**Task to complete**
The entries are to be returned exactly as written.

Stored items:
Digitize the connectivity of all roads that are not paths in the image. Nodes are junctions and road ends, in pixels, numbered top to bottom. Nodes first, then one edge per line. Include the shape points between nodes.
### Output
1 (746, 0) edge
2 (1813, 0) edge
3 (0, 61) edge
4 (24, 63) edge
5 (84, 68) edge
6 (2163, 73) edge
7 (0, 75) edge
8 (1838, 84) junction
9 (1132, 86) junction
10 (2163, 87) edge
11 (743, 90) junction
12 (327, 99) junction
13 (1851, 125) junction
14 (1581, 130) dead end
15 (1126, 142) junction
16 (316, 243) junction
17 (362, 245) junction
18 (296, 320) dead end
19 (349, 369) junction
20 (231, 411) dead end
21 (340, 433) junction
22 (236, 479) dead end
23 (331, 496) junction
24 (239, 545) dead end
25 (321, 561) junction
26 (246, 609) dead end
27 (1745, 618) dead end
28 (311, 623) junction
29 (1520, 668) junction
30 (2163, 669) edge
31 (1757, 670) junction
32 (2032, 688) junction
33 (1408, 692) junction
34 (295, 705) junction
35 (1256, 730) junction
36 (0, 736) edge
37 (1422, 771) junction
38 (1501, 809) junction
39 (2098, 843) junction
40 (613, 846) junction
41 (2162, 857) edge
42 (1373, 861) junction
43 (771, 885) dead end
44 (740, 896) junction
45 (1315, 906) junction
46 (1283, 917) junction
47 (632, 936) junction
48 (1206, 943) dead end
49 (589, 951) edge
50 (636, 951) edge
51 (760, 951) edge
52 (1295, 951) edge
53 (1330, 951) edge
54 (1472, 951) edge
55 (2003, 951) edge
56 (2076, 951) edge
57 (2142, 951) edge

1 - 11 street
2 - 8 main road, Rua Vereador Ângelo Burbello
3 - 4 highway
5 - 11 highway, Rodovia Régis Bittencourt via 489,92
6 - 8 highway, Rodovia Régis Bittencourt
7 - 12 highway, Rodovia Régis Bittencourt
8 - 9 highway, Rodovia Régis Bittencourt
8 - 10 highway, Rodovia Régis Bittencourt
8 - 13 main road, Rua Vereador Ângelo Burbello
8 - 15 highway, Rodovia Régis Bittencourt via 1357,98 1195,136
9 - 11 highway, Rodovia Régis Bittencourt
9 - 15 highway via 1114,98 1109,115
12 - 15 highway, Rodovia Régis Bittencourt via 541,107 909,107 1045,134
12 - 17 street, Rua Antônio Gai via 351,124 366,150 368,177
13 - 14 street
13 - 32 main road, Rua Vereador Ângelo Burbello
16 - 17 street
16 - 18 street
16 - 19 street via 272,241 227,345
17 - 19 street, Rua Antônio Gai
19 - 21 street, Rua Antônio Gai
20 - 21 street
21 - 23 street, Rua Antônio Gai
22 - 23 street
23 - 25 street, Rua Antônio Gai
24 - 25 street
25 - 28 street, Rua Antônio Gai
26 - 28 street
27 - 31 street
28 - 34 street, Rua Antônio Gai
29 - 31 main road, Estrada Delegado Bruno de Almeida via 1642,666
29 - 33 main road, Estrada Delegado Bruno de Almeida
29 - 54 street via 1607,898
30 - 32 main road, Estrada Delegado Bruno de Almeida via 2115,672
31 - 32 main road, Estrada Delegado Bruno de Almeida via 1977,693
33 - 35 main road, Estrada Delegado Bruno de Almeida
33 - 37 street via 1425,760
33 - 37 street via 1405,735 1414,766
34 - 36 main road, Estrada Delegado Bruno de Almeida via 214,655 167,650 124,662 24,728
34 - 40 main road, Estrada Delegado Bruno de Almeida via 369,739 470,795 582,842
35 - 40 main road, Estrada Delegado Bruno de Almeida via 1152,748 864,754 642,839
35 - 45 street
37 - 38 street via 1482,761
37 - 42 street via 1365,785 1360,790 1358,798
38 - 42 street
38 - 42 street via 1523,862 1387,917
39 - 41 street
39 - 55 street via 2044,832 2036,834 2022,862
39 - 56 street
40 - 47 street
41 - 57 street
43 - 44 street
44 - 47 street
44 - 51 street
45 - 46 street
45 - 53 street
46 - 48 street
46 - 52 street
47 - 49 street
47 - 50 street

**Output for this task**
Digitize the connectivity of all roads that are not paths in the image. Nodes are junctions and road ends, in pixels, numbered top to bottom. Nodes first, then one edge per line. Include the shape points between nodes.
### Output
1 (746, 0) edge
2 (1813, 0) edge
3 (0, 61) edge
4 (24, 63) edge
5 (84, 68) edge
6 (2163, 73) edge
7 (0, 75) edge
8 (1838, 84) junction
9 (1132, 86) junction
10 (2163, 87) edge
11 (743, 90) junction
12 (327, 99) junction
13 (1851, 125) junction
14 (1581, 130) dead end
15 (1126, 142) junction
16 (316, 243) junction
17 (362, 245) junction
18 (296, 320) dead end
19 (349, 369) junction
20 (231, 411) dead end
21 (340, 433) junction
22 (236, 479) dead end
23 (331, 496) junction
24 (239, 545) dead end
25 (321, 561) junction
26 (246, 609) dead end
27 (1745, 618) dead end
28 (311, 623) junction
29 (1520, 668) junction
30 (2163, 669) edge
31 (1757, 670) junction
32 (2032, 688) junction
33 (1408, 692) junction
34 (295, 705) junction
35 (1256, 730) junction
36 (0, 736) edge
37 (1422, 771) junction
38 (1501, 809) junction
39 (2098, 843) junction
40 (613, 846) junction
41 (2162, 857) edge
42 (1373, 861) junction
43 (771, 885) dead end
44 (740, 896) junction
45 (1315, 906) junction
46 (1283, 917) junction
47 (632, 936) junction
48 (1206, 943) dead end
49 (589, 951) edge
50 (636, 951) edge
51 (760, 951) edge
52 (1295, 951) edge
53 (1330, 951) edge
54 (1472, 951) edge
55 (2003, 951) edge
56 (2076, 951) edge
57 (2142, 951) edge

1 - 11 street
2 - 8 main road, Rua Vereador Ângelo Burbello
3 - 4 highway
5 - 11 highway, Rodovia Régis Bittencourt via 489,92
6 - 8 highway, Rodovia Régis Bittencourt
7 - 12 highway, Rodovia Régis Bittencourt
8 - 9 highway, Rodovia Régis Bittencourt
8 - 10 highway, Rodovia Régis Bittencourt
8 - 13 main road, Rua Vereador Ângelo Burbello
8 - 15 highway, Rodovia Régis Bittencourt via 1357,98 1195,136
9 - 11 highway, Rodovia Régis Bittencourt
9 - 15 highway via 1114,98 1109,115
12 - 15 highway, Rodovia Régis Bittencourt via 541,107 909,107 1045,134
12 - 17 street, Rua Antônio Gai via 351,124 366,150 368,177
13 - 14 street
13 - 32 main road, Rua Vereador Ângelo Burbello
16 - 17 street
16 - 18 street
16 - 19 street via 272,241 227,345
17 - 19 street, Rua Antônio Gai
19 - 21 street, Rua Antônio Gai
20 - 21 street
21 - 23 street, Rua Antônio Gai
22 - 23 street
23 - 25 street, Rua Antônio Gai
24 - 25 street
25 - 28 street, Rua Antônio Gai
26 - 28 street
27 - 31 street
28 - 34 street, Rua Antônio Gai
29 - 31 main road, Estrada Delegado Bruno de Almeida via 1642,666
29 - 33 main road, Estrada Delegado Bruno de Almeida
29 - 54 street via 1607,898
30 - 32 main road, Estrada Delegado Bruno de Almeida via 2115,672
31 - 32 main road, Estrada Delegado Bruno de Almeida via 1977,693
33 - 35 main road, Estrada Delegado Bruno de Almeida
33 - 37 street via 1425,760
33 - 37 street via 1405,735 1414,766
34 - 36 main road, Estrada Delegado Bruno de Almeida via 214,655 167,650 124,662 24,728
34 - 40 main road, Estrada Delegado Bruno de Almeida via 369,739 470,795 582,842
35 - 40 main road, Estrada Delegado Bruno de Almeida via 1152,748 864,754 642,839
35 - 45 street
37 - 38 street via 1482,761
37 - 42 street via 1365,785 1360,790 1358,798
38 - 42 street
38 - 42 street via 1523,862 1387,917
39 - 41 street
39 - 55 street via 2044,832 2036,834 2022,862
39 - 56 street
40 - 47 street
41 - 57 street
43 - 44 street
44 - 47 street
44 - 51 street
45 - 46 street
45 - 53 street
46 - 48 street
46 - 52 street
47 - 49 street
47 - 50 street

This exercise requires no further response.